Jeffrey Epstein's Manhattan townhouse just went into contract for $50 million - a 43% cut from its original asking price
- Jeffrey Epstein's New York City townhouse is in contract to sell for $50 million, per the WSJ.
- If the deal closes, the home will have sold at a 43% discount from its original price of $88 million.
- The opulent 1930s mansion has more than 28,000 square feet of living space across seven floors.
Eight months after it hit the market, Jeffrey Epstein's lavish New York City townhouse is in contract to sell for about $50 million, Katherine Clarke reported for the Wall Street Journal.
If the deal closes at that price, it will be a 43% price cut from the home's original $88 million listing price in July 2020. In January, the price was reduced to $65 million.
Epstein, the financier who died in prison in August 2019 while awaiting trial on sex trafficking and conspiracy charges, lived in the Manhattan mansion since the 1990s - but it's unclear exactly how and when he acquired it.
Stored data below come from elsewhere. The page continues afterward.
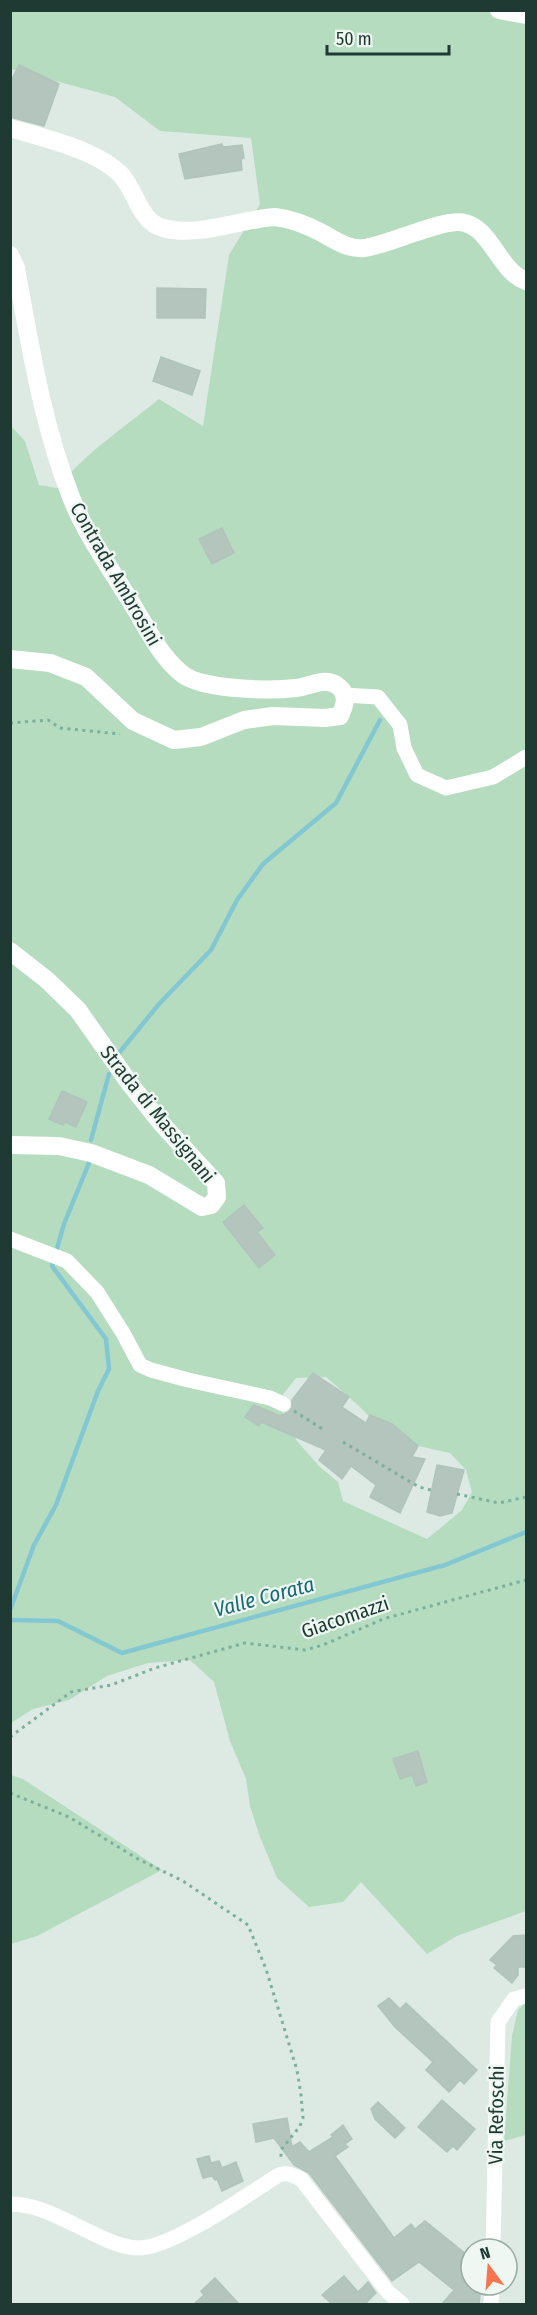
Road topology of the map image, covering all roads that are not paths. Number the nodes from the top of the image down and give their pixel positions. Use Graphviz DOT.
graph roads {
  1 [pos="499,10"];
  2 [pos="526,15"];
  3 [pos="10,128"];
  4 [pos="10,255"];
  5 [pos="526,281"];
  6 [pos="10,659"];
  7 [pos="345,700"];
  8 [pos="526,757"];
  9 [pos="10,951"];
  10 [pos="10,1145"];
  11 [pos="10,1239"];
  12 [pos="282,1404"];
  13 [pos="526,1996"];
  14 [pos="10,2204"];
  15 [pos="493,2237"];
  16 [pos="402,2304"];
  1 -- 2 [label="street"];
  3 -- 5 [label="street"];
  4 -- 7 [label="street, Contrada Ambrosini"];
  6 -- 7 [label="street"];
  7 -- 8 [label="street"];
  9 -- 10 [label="street, Strada di Massignani"];
  11 -- 12 [label="street"];
  13 -- 15 [label="street, Via Refoschi"];
  14 -- 16 [label="street"];
}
A source told the Journal that Epstein paid $20 million for the home in 1998, but the first proof of ownership is dated 2011, when the home was transferred to a company owned by Epstein for $0.
Built in the 1930s on the Upper East Side, the 10-bedroom townhouse is one of the largest private homes in the city, with more than 28,000 square feet of living space spread across seven floors.
The Manhattan townhouse is one of the properties where the late financier was accused of sexually abusing young girls. In July 2019, investigators said they had found "hundreds" of nude photos of girls - some of whom appeared to be underage - at the Upper East Side mansion. Investigators also reported finding bizarre items in the home like a life-size doll hung from a chandelier and an oil painting of Bill Clinton wearing a blue dress and red heels.
Epstein amassed a multimillion-dollar real-estate portfolio in his lifetime, including a private island in the US Virgin Islands, a mansion in Palm Beach, and homes in New Mexico and Paris, France. In November, his estate sold his beachfront Palm Beach mansion for $18 million to a developer who has plans to demolish it.
The proceeds from the sales of the New York townhouse will go to Epstein's estate, which has established a victim's fund for the women accusing Epstein of sexually abusing them when they were minors. The executors of Epstein's estate, however, have been accused of facilitating his sex trafficking scheme in the US Virgin Islands by forcing three of Epstein's accusers to marry in order to avoid being deported.
The listing agent, Adam Modlin of Modlin Group, did not immediately respond to Insider's request for comment for this story.